Comment by bglazer

13 hours ago

I genuinely did not expect to see a robot handling clothing like this within the next ten years at least. Insanely impressive

I do find it interesting that they state that each task is done with a fine tuned model. I wonder if that’s a limitation of the current data set their foundation model is trained on (which is what I think they’re suggesting in the post) or if it reflects something more fundamental about robotics tasks. It does remind me of a few years ago in LLMs when fine tuning was more prevalent. I don’t follow LLM training methodology closely but my impression was that the bulk of recent improvements have come from better RL post training and inference time reasoning.

Obviously they’re pursuing RL and I’m not sure spending more tokens at inference would even help for fine manipulation like this, notwithstanding the latency problems with that.

So, maybe the need for fine tuning goes away with a better foundation model like they’re suggesting? I hope this doesn’t point towards more fundamental limitations on robotics learning with the current VLA foundation model architectures

Looks like we may actually have robot maids picking stuff up before too long!

Re. not expecting it for ten years at least, current progress is pretty much in line with Moravec's predictions from 35 years ago. (https://jetpress.org/volume1/moravec.htm)

I wonder if he still follows this stuff?

  • > robot maids

    What fascinates me is we could probably make self-folding clothes. We also already have non wrinkle clothes where folding is minimally needed. I wager we could go a lot further if we invested a tad more into the matter.

    But the first image people seem to have of super advanced multi-thousand dollar robots is still folding the laundry.

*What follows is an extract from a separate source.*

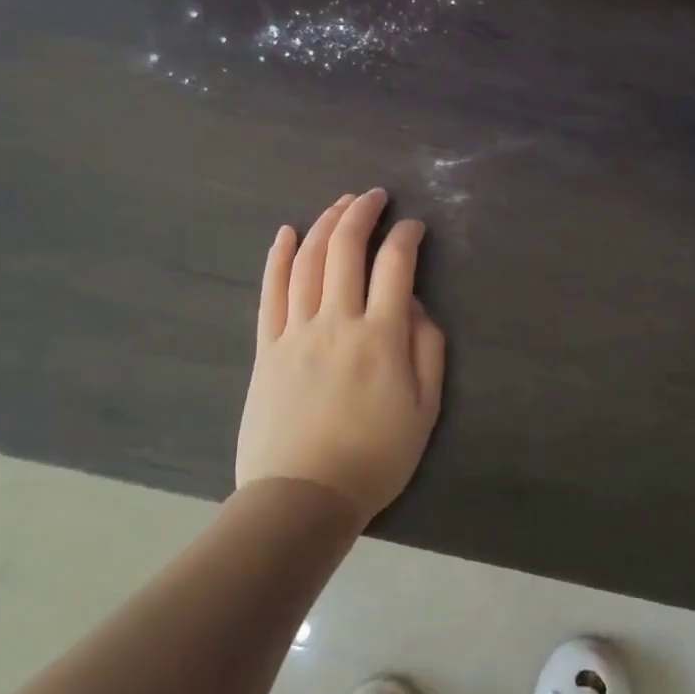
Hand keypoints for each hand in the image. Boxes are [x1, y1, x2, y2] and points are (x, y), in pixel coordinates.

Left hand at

    • I think it's just one of the most obvious things that Rosey from the Jetsons could do but current robots can't.

There's a lot of indications that robotics AI is in a data-starved regime - which means that future models are likely to attain better 0-shot performance, solve more issues in-context, generalize better, require less task-specific training, and be more robust.

But it seems like a degree of "RL in real life" is nigh-inevitable - imitation learning only gets you this far. Kind of like RLVR is nigh-inevitable for high LLM performance on agentic tasks, and for many of the same reasons.

To be clear, the video at the top of the article is 4x speed and the clothes folding section is full of cut scenes.